Figure 13. The correlation between the DNA methylation of ARHGAP30 and Immunostimulators. (A) Heat map of Spearman correlations between DNA methylation of ARHGAP30 and immunostimulators across human cancers. (B1–B28) Scatter plots showing the negative correlation between DNA methylation of ARHGAP30 and immunostimulators in the treatment of lung adenocarcinoma.
Figure 13B1–13B28 show scatter plots of the relationship between the abundance of TILs and DNA methylation of ARHGAP30. The results showed that activated B cell, immature B cell, myeloid derived suppressor cell, natural killer T cell, effector memory CD8 T cell, type 1 T helper cell, and regulatory T cell had a strong negative correlation with the DNA methylation of ARHGAP30 in LUAD (Spearman correlation coefficient, r < - 0.6; p value < 0.01). Supplementary Figure 10B1–10B39 show scatter plots of the relationship between the abundance of immunostimulators and DNA methylation of ARHGAP30. The results showed that CD28, CD48, LTA, and TNFRSF8 had a strong negative correlation with the DNA methylation of AGHGAP30 in LUAD (Spearman correlation coefficient, r < - 0.6; p value < 0.01). Supplementary Figure 11B1–11B21 show scatter plots of the relationship between the abundance of MHC molecules and DNA methylation of ARHGAP30. Supplementary Figure 12B1–12B30 show scatter plots of the relationship between the abundance of chemokines and DNA methylation of ARHGAP30. Supplementary Figure 13B1–13B15 show scatter plots of the relationship between the abundance of chemokine receptors and DNA methylation of ARHGAP30. The results showed that CCR5 and CCR6 had a strong negative correlation with the DNA methylation of ARHGAP30 in LUAD (Spearman correlation coefficient, r < - 0.6; p value < 0.01).

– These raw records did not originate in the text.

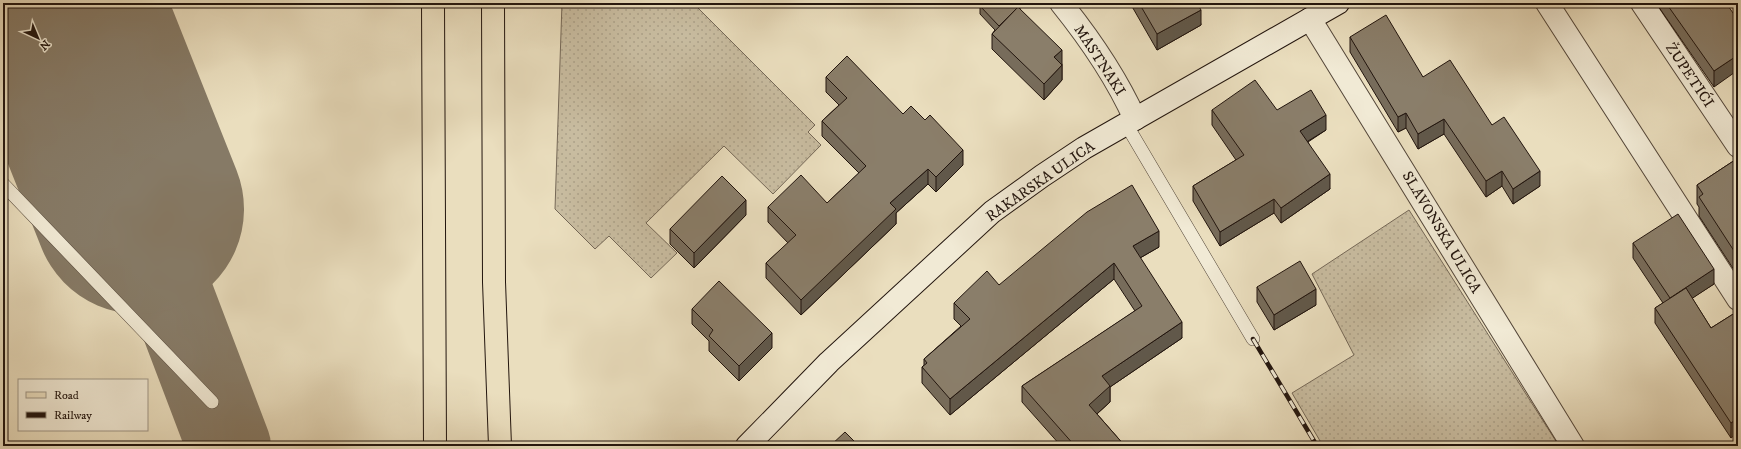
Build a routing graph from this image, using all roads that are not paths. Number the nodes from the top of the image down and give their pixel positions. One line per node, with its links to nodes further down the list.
1 (433, 3): 14 (main road)
2 (493, 3): 15 (main road)
3 (1061, 3): 8 (street, MASTNAKI)
4 (1338, 3): 7 (street, RAKARSKA ULICA)
5 (1547, 3): 11 (street)
6 (1642, 3): 9 (street, ŽUPETIĆI)
7 (1310, 19): 8 (street, RAKARSKA ULICA); 17 (street, SLAVONSKA ULICA)
8 (1131, 121): 12 (lane); 16 (street, RAKARSKA ULICA)
9 (1738, 146)
10 (3, 184): 13 (lane)
11 (1738, 299)
12 (1253, 339)
13 (212, 402)
14 (435, 446)
15 (500, 446)
16 (747, 446)
17 (1572, 446)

Discussion and conclusions
In this study, we showed that the expression of ARHGAP30 in LUAD tissues was significantly lower than that in normal tissues. There were differences in ARHGAP30 mRNA expression levels in patients with LUAD with different sexes, cancer stages, and nodal metastatic status (Figure 1). The expression of ARHGAP30 in LUAD tissues was significantly lower in the presence of KEAP1 and STK11 mutations. The correlation between DNA methylation of ARHGAP30 and its mRNA expression levels was considerably higher in LUAD tissues than in normal tissues (Figure 2). There are some studies on the differential expression of ARHGAP30 in cancer [8, 34, 35]. The high DNA methylation level of ARHGAP30 might also be one of the reasons for the decreased ARHGAP30 expression in LUAD tissues. Genetic mutations in KEAP1 and STK11 might also be another reason for decreased expression of ARHGAP30 in LUAD tissues. These were not reported in previous studies.

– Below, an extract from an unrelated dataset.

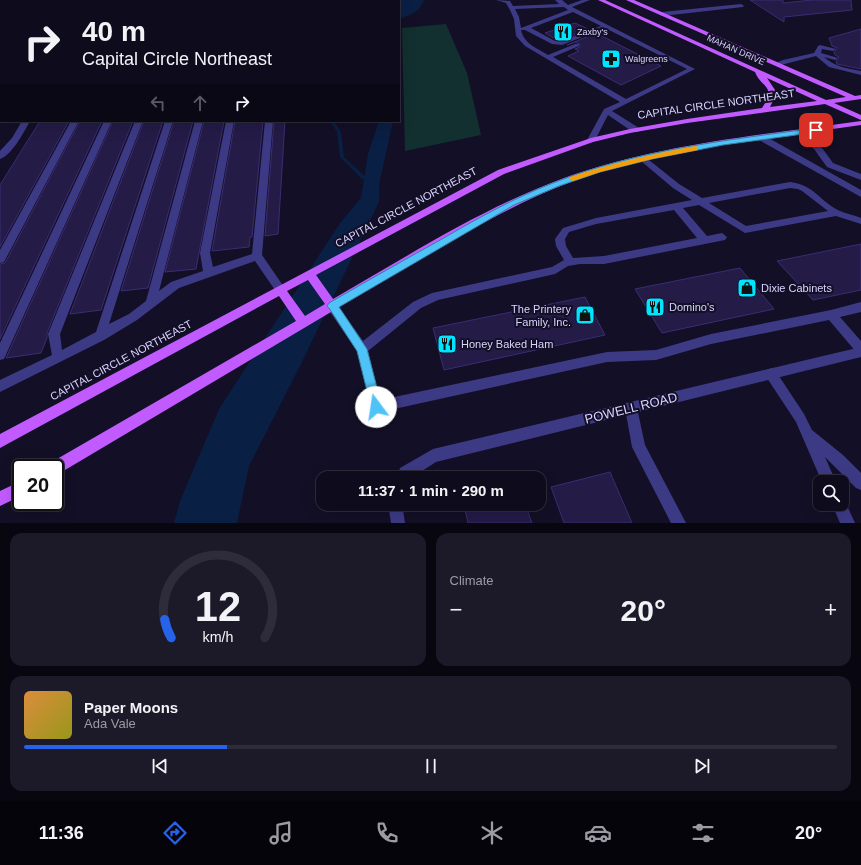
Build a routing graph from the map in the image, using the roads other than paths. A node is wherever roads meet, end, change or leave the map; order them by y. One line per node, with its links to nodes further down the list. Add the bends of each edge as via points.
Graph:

Patients with LUAD with low ARHGAP30 expression had a significantly better prognosis than those with high ARHGAP30 expression (Figure 3). A study by Mao and Tong [35] also supports this point. Although some prognostic molecular markers have been found in patients with LUAD [36–43], ARHGAP30 might be developed as a molecular marker to evaluate the prognosis of patients with LUAD after surgery or in patients with advanced disease. We identified genes, miRNAs, and lncRNAs that were highly associated with ARHGAP30 in LUAD (Figures 4–6), which could provide new ideas and targets for epigenetic studies of ARHGAP30 in LUAD.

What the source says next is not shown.